Setelah instruksi penghematan itu keluar, terlihat beberapa kementerian dan satuan pemerintahan daerah mulai kisruh, apalagi sempat terdengar bahwa gaji 13 dan 14 ASN tidak akan dicairkan, meskipun kemudian dibantah Menkeu Sri Mulyani. Berikut diketahui bahwa sistematika penghematan anggaran ini harus di poskan oleh lembaga / kementerian masing-masing. Sebagai contoh kisruh pemotongan ini adalah gagasan pemotongan anggaran belanja Lembaga dan Kementerian sebesar Rp.256.1 triliun serta TKD sebesar Rp.50.59 triliun. Dampak dari pemotongan ini akan sangat buruk bagi pembangunan di daerah pasca guncangan pandemi, para pakar ekonomi juga menganggap hal ini akan menghambat laju pertumbuhan ekonomi daerah.
Bayangkan belanja negara seperti dompet yang penuh dengan berbagai kartu diskon—semua harus digunakan dengan hati-hati agar hasilnya maksimal. Presiden, dengan gaya khasnya, ingin memastikan setiap rupiah tidak hanya terpakai, tapi juga menghasilkan manfaat besar. Namun, apakah makan siang bergizi gratis harus dikedepankan? The stake is too high, dalam arti jangan sampai efisiensi dan penghematan yang dikejar malah merusak aspek fundamental perekonomian negara. Pos-pos carpe diem rakyat seperti kartu sembako, keluarga harapan dan kesejahteraan ASN seharusnya adalah poin-poin penting yang harus dijaga pemerintah dan tidak boleh diganggu, sehingga tidak menimbulkan efek domino yang merembes ke sektor UMKM dan mengurang nya daya beli masyarakat, dimana sektor ini adalah tulang rusuk pertahanan ekonomi daerah saat perang dengan pandemi covid 19.
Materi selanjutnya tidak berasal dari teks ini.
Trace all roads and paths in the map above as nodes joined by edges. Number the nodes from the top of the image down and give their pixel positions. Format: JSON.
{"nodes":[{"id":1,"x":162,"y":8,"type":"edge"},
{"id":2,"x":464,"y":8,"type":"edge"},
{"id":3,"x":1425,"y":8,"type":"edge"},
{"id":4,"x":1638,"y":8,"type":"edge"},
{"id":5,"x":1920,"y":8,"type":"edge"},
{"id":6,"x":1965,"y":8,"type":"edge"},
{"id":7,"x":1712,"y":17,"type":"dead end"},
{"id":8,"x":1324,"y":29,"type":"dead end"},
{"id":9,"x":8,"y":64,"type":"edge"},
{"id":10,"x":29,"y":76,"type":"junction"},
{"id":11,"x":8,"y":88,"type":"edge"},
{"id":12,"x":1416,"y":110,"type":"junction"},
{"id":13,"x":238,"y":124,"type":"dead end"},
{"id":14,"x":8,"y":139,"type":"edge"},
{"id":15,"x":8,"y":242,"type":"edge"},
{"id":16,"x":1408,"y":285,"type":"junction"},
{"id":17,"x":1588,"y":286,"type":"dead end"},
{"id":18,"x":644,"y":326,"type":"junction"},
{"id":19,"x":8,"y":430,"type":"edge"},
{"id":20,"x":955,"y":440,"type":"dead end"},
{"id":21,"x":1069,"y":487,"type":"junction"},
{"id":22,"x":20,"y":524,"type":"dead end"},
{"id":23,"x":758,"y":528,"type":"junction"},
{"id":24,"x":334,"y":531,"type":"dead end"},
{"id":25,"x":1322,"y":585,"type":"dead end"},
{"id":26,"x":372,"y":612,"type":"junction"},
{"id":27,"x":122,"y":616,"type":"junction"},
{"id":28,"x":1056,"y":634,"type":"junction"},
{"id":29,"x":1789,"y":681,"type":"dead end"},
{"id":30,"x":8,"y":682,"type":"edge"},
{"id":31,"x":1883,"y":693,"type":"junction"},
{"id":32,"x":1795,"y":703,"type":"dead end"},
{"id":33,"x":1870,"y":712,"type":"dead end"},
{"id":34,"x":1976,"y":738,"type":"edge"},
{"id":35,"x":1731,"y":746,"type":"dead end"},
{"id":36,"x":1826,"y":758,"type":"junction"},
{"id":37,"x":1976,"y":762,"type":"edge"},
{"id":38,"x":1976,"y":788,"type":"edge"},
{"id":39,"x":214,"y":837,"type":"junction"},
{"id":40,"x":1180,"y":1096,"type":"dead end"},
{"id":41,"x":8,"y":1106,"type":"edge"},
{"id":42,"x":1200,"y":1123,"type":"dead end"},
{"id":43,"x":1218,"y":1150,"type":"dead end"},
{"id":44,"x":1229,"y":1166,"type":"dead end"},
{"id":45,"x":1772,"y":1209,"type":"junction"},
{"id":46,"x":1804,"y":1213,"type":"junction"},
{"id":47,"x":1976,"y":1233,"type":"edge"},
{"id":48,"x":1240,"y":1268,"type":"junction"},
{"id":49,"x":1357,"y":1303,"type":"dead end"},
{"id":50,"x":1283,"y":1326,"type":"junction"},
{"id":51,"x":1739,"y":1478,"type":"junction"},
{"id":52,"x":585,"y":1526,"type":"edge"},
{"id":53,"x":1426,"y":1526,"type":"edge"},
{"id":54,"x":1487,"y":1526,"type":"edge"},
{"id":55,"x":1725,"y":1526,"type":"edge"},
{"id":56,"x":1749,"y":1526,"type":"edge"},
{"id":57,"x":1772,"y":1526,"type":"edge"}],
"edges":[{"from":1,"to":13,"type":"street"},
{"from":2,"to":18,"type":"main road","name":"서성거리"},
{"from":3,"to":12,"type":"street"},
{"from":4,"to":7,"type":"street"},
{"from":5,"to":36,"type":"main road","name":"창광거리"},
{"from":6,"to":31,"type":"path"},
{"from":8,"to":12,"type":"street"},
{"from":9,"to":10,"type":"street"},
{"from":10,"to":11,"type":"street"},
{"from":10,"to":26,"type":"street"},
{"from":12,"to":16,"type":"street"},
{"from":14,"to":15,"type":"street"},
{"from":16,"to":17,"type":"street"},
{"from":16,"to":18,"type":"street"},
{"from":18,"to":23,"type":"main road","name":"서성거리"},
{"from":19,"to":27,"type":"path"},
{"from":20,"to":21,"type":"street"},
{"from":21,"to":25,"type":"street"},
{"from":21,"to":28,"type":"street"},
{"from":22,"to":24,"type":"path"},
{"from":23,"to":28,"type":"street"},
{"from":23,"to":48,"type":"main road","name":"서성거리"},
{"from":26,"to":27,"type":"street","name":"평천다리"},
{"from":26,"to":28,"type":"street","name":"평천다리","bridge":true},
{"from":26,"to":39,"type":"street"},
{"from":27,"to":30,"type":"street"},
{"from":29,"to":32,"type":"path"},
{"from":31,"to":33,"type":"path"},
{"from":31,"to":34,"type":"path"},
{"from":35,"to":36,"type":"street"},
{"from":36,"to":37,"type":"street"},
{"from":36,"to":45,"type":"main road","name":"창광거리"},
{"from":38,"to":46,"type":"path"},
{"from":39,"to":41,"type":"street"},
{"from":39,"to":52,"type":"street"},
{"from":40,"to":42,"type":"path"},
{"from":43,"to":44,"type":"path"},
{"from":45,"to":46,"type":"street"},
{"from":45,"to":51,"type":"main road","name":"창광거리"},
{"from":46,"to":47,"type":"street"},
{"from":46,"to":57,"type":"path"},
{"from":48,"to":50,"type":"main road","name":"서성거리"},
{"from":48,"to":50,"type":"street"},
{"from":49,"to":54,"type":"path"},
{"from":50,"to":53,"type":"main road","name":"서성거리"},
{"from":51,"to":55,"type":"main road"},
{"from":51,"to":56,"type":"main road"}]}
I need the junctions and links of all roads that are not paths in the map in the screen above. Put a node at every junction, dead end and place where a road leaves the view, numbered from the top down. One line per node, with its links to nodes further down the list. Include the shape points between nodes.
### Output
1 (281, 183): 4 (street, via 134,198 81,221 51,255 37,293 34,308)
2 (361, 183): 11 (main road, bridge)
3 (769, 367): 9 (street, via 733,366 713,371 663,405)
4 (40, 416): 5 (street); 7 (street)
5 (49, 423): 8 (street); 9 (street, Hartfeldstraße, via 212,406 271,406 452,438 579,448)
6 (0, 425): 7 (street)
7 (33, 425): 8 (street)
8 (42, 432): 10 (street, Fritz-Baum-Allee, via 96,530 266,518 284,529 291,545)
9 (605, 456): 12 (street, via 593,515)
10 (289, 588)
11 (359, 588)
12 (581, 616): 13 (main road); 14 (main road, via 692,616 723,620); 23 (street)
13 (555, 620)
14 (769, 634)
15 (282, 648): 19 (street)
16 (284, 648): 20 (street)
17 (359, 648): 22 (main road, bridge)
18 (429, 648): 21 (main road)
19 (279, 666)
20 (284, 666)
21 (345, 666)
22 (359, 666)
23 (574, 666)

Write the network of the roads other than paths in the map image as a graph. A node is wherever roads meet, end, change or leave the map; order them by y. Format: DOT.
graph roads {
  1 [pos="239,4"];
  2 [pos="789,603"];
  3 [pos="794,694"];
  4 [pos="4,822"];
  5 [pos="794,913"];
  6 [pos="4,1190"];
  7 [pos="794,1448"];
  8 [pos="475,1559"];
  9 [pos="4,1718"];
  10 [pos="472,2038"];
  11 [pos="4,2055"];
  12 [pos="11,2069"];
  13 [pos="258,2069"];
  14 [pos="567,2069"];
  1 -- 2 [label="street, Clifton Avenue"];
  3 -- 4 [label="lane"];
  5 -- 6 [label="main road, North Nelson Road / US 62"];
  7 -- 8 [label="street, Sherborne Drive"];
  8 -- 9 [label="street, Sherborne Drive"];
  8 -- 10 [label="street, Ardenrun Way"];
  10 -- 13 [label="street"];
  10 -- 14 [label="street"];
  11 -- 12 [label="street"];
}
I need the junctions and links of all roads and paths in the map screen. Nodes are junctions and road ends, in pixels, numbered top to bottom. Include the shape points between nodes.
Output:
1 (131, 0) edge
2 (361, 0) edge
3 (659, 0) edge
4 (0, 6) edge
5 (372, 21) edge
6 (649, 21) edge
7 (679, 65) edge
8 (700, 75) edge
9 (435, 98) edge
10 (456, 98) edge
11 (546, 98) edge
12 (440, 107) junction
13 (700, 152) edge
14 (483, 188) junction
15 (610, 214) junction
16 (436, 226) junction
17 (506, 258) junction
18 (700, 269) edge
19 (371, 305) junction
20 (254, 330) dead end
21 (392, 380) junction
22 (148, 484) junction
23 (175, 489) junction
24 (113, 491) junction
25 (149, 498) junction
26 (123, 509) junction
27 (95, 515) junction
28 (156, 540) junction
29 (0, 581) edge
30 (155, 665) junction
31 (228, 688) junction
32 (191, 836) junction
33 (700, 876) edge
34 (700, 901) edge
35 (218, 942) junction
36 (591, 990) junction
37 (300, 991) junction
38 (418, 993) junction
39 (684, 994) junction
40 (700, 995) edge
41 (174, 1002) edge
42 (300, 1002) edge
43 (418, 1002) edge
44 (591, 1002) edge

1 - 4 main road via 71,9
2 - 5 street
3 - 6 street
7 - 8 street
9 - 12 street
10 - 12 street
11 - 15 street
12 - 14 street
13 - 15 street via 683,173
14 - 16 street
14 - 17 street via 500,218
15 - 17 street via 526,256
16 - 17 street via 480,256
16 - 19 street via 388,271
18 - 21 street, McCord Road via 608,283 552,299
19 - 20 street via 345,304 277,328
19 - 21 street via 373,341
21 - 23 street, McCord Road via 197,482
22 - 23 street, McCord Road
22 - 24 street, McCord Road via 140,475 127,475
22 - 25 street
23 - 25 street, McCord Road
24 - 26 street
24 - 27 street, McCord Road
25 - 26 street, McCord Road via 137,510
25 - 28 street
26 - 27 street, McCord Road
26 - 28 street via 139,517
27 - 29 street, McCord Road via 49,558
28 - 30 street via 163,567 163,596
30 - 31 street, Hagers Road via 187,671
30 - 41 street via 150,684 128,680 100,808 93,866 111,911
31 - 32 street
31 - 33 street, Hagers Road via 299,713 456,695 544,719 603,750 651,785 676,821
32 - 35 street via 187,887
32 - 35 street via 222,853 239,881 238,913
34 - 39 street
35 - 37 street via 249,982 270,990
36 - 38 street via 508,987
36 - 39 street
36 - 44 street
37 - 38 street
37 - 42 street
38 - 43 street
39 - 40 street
Dilansir dari CNN Indonesia, direktur Ekonomi Celios Nailul Huda punya saran berani yang sangat bisa dipertimbangkan Prabowo. Ia menegaskan penghematan APBN seharusnya dimulai dengan mengurangi personel Kabinet Merah Putih. "Dimulai dengan meniadakan wakil menteri. Salah satu pos yang menurut saya tidak berguna adalah wakil menteri, bahkan ada yang punya wakil menteri sampai tiga orang. Useless!" tegas Huda. "Kemudian, sisir tenaga ahli yang tidak diperlukan, terutama di tempat-tempat yang selama ini menjadi 'tempat pensiun' pejabat negara. Jabatan-jabatan seperti itu yang harusnya diefisiensikan".
Dalam janji presiden Prabowo untuk menggapai pertumbuhan ekonomi Indonesia ke angka 8%. Terasa hanyalah sebagai mimpi di siang bolong bila salah mengambil kebijakan yang tidak cermat seperti mengganggu aspek pelayanan publik dan kepentingan masyarakat kecil. Kita tentunya harus mendukung efisiensi anggaran belanja negara dan daerah, namun yang reasonable dan memang tidak terlalu berguna daya bagi masyarakat, seperti contoh IKN dan perampingan jabatan-jabatan sektoral yang tidak efisien namun memakan anggaran jumbo.